◆ WHAT TO WORK ON ◆
Where a line of the data below has the string "scale", copy that line.

======== RECORDS FOR PROCESSING ========

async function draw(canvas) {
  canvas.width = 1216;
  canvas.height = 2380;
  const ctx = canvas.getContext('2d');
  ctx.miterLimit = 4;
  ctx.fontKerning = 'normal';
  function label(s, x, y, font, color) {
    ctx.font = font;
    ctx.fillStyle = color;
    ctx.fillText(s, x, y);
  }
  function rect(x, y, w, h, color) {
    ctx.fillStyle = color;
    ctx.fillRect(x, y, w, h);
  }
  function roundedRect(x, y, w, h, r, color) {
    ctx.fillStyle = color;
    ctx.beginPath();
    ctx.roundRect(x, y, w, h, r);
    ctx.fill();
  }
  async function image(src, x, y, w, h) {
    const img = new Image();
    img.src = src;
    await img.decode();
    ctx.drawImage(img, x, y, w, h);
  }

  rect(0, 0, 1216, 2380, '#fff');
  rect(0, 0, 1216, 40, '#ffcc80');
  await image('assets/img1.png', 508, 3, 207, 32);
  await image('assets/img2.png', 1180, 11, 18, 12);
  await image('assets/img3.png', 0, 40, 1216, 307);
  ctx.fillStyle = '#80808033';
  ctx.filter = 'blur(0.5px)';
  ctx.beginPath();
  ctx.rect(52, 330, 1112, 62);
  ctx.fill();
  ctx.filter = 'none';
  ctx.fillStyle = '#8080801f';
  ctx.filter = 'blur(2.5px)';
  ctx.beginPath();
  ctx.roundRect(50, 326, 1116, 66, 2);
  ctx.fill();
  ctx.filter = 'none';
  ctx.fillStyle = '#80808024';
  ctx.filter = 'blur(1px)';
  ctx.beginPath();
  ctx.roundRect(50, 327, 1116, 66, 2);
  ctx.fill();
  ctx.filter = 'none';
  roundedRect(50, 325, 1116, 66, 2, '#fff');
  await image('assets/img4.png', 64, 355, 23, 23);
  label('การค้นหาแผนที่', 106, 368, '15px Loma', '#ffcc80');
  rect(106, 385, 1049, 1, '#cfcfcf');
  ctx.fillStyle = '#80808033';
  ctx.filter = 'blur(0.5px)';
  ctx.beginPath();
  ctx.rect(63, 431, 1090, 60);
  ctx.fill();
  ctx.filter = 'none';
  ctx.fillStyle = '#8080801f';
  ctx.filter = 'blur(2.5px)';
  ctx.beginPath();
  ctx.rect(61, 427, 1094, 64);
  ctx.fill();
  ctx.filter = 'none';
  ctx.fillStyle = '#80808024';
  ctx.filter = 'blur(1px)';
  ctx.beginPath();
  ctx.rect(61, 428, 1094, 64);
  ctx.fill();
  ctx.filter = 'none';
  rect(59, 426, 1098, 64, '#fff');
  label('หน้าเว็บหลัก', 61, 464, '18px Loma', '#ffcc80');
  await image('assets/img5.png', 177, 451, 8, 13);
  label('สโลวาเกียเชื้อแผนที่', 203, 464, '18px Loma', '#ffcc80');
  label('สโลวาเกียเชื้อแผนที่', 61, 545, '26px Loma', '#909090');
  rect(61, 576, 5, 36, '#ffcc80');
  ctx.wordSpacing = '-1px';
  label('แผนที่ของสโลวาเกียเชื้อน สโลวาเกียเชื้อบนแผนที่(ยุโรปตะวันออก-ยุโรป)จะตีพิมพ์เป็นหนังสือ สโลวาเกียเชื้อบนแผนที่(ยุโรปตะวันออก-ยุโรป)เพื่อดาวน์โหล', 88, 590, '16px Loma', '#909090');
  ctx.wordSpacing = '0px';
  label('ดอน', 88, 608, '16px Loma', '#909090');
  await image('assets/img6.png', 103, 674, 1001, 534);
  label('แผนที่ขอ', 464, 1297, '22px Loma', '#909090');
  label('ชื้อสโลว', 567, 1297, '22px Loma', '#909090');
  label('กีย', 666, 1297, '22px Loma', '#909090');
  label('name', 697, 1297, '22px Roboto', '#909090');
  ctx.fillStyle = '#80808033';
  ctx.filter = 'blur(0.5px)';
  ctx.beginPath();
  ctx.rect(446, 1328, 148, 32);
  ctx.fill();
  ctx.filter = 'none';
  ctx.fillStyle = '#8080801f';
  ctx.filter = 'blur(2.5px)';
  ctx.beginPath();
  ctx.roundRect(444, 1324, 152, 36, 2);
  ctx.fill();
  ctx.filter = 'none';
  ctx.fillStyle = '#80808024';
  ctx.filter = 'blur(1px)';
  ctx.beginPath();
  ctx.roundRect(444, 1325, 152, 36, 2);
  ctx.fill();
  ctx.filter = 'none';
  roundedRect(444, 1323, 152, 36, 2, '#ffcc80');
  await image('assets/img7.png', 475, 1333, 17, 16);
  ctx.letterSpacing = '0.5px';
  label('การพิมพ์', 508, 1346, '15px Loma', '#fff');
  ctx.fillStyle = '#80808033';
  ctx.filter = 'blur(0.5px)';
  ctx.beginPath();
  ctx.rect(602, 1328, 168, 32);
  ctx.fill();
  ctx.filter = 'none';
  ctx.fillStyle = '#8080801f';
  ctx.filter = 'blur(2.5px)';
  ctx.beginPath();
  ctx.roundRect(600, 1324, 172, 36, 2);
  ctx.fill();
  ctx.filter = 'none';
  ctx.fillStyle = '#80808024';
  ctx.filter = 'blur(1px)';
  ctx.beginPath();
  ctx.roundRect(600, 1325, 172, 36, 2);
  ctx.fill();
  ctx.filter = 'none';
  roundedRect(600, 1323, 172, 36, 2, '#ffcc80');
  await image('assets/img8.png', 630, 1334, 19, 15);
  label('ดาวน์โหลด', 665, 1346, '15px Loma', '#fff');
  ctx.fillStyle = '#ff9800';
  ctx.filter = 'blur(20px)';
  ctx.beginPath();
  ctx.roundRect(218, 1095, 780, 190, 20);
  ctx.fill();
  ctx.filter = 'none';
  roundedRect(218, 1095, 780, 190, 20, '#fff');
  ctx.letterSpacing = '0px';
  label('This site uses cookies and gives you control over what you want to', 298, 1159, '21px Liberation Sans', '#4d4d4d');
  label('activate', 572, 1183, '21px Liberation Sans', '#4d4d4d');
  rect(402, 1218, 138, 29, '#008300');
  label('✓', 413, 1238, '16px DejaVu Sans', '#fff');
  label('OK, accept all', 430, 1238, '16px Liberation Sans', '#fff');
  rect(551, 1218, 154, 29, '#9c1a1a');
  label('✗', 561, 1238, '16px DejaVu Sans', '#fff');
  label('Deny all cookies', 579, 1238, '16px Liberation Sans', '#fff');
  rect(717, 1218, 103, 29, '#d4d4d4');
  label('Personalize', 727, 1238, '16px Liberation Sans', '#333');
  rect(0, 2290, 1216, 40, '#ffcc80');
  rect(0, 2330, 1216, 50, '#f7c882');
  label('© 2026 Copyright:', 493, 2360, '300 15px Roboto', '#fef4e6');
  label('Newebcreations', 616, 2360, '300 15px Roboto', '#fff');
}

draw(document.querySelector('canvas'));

========
======== RECORDS FOR PROCESSING ========

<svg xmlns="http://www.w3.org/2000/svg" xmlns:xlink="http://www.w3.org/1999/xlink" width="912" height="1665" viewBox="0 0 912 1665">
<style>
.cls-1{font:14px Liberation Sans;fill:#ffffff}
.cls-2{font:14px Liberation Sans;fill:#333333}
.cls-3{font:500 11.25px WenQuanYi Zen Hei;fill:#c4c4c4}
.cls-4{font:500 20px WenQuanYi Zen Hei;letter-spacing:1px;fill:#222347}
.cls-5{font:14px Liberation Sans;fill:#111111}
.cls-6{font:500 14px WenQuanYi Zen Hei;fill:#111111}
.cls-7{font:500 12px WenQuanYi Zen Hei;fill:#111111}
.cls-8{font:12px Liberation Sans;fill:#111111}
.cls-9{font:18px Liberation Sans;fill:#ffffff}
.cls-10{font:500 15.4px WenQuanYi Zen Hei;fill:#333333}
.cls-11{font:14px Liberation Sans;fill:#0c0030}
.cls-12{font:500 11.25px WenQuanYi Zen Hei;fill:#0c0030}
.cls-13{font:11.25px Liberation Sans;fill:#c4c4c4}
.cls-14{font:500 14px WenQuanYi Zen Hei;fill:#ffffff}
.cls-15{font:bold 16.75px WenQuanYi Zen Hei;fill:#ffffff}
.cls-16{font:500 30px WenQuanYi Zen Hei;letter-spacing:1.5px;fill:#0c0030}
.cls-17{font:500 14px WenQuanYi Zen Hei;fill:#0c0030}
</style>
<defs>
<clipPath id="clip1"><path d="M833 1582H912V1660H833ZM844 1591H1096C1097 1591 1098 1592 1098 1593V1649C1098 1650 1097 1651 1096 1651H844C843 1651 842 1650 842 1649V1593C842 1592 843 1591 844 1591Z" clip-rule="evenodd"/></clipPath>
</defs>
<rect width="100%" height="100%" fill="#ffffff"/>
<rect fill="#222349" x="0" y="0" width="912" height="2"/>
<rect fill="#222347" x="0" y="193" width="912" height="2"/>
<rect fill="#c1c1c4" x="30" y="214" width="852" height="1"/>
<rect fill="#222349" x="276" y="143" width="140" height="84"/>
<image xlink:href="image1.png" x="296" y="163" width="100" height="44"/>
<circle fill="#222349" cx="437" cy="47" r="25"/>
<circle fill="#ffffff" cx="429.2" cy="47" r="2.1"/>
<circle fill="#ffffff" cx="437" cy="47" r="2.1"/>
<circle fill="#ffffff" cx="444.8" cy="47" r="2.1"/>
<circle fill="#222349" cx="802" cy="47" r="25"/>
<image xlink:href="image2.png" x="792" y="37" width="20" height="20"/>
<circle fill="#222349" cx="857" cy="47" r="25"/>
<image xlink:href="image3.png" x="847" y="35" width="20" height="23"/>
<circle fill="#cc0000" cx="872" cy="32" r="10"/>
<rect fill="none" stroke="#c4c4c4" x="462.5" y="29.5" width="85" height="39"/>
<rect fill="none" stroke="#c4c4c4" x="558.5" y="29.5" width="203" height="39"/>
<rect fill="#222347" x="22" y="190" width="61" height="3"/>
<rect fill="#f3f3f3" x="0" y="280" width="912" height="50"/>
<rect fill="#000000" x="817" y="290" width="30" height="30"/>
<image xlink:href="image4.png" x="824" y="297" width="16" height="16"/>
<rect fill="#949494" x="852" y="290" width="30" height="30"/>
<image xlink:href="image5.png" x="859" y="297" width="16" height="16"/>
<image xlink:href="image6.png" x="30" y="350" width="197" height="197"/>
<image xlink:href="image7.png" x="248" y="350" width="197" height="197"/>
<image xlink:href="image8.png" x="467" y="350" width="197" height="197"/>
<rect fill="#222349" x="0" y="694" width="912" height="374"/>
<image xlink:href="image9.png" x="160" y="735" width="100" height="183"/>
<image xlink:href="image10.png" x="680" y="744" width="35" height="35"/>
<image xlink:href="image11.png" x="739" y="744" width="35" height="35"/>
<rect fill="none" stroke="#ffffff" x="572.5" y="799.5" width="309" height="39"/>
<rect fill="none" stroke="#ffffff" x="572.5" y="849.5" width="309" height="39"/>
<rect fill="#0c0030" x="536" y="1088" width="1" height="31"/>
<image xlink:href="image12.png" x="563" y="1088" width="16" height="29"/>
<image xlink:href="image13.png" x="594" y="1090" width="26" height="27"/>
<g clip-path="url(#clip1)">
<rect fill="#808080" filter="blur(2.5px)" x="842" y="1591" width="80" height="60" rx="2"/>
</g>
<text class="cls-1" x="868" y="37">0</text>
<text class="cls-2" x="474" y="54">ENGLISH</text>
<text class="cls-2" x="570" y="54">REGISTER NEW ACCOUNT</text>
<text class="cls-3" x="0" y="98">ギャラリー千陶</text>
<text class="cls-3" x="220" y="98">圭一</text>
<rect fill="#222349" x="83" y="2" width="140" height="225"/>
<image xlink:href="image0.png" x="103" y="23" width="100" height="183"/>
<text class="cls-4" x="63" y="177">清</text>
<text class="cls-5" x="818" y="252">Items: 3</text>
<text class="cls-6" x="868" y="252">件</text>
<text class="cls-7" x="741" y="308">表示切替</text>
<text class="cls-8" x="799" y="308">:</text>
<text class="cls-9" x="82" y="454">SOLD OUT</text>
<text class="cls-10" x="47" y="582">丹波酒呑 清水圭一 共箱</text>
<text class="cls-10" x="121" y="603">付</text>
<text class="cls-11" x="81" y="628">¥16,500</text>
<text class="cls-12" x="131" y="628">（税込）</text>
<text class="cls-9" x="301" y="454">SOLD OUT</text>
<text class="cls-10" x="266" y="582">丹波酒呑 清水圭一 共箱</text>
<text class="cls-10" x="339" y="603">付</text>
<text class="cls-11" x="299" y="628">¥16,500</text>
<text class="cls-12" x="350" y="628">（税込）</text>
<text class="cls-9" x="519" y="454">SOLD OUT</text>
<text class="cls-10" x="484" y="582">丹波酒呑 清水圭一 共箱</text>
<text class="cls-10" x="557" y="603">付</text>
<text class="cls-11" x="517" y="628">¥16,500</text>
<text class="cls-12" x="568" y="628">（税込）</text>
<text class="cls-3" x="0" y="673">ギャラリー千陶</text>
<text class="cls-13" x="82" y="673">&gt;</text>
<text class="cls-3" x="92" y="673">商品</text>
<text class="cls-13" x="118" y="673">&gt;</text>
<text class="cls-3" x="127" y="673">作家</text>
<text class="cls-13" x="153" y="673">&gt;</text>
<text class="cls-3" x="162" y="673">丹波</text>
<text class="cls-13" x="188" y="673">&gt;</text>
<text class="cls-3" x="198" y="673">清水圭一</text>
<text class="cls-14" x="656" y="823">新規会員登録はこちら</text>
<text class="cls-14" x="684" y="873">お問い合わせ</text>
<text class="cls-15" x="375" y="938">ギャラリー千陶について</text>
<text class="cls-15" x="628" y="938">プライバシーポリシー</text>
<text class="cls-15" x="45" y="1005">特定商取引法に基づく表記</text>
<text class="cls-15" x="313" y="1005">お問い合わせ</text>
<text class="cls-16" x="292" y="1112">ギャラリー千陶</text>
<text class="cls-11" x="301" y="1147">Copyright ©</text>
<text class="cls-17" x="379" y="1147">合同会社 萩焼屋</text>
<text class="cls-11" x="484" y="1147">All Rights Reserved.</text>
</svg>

========
======== RECORDS FOR PROCESSING ========

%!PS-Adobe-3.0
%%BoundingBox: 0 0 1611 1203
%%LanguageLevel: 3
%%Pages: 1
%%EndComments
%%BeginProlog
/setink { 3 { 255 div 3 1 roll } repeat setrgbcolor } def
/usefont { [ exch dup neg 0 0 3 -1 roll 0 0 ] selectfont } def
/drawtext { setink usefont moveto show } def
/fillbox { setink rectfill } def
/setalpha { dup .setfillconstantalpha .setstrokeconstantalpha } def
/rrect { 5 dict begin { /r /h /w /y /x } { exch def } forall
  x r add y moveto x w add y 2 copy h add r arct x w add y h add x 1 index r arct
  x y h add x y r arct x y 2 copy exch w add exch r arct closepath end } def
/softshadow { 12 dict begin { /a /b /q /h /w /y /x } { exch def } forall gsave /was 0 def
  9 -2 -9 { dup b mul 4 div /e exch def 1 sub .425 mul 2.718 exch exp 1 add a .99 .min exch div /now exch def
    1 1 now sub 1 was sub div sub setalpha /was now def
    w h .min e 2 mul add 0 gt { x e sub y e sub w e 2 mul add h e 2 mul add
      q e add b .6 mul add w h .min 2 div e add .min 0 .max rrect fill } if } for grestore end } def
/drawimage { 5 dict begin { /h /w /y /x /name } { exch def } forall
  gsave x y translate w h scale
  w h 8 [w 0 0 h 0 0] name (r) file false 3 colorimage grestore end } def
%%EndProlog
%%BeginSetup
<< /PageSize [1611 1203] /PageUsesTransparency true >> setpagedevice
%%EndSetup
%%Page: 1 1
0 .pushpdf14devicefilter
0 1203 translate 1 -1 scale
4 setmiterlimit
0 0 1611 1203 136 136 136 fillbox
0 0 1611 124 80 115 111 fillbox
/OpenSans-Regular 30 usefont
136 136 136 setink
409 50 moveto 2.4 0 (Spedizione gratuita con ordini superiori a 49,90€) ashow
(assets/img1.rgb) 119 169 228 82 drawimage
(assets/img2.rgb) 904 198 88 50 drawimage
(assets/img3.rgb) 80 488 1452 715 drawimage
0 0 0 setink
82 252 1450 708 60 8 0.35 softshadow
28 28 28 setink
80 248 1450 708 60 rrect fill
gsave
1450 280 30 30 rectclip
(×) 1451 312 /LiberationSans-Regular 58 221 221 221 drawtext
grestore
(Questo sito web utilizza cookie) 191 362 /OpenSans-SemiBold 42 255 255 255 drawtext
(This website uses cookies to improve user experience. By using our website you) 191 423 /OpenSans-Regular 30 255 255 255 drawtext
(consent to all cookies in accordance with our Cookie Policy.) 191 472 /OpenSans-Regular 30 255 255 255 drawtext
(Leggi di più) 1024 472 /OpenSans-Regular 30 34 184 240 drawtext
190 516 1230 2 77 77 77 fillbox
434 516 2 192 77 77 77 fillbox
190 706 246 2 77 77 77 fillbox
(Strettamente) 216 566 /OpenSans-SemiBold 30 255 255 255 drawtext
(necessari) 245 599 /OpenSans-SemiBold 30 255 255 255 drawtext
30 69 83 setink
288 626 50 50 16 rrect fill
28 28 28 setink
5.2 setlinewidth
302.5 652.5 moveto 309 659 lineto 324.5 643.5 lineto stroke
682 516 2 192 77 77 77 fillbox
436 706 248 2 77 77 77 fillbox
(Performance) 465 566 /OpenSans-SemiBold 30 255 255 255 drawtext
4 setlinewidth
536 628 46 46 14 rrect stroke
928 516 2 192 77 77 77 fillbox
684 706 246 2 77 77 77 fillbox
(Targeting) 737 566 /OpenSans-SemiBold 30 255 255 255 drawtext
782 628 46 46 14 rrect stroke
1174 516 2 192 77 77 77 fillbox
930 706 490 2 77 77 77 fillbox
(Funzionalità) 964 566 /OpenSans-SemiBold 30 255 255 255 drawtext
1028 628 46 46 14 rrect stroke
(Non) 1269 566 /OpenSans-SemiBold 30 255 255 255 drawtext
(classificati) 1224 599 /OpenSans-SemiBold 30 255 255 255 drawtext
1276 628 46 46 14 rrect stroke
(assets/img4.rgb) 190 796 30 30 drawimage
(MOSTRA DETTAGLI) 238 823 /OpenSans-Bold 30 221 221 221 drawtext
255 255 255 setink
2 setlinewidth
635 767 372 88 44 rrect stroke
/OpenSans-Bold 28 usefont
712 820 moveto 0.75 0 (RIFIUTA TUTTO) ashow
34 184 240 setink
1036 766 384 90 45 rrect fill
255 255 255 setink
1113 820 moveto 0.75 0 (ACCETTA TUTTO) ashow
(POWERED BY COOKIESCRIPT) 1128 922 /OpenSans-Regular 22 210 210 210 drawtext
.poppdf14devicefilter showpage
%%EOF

========

◆ RESULT FOR THIS EXERCISE ◆
  gsave x y translate w h scale
0 1203 translate 1 -1 scale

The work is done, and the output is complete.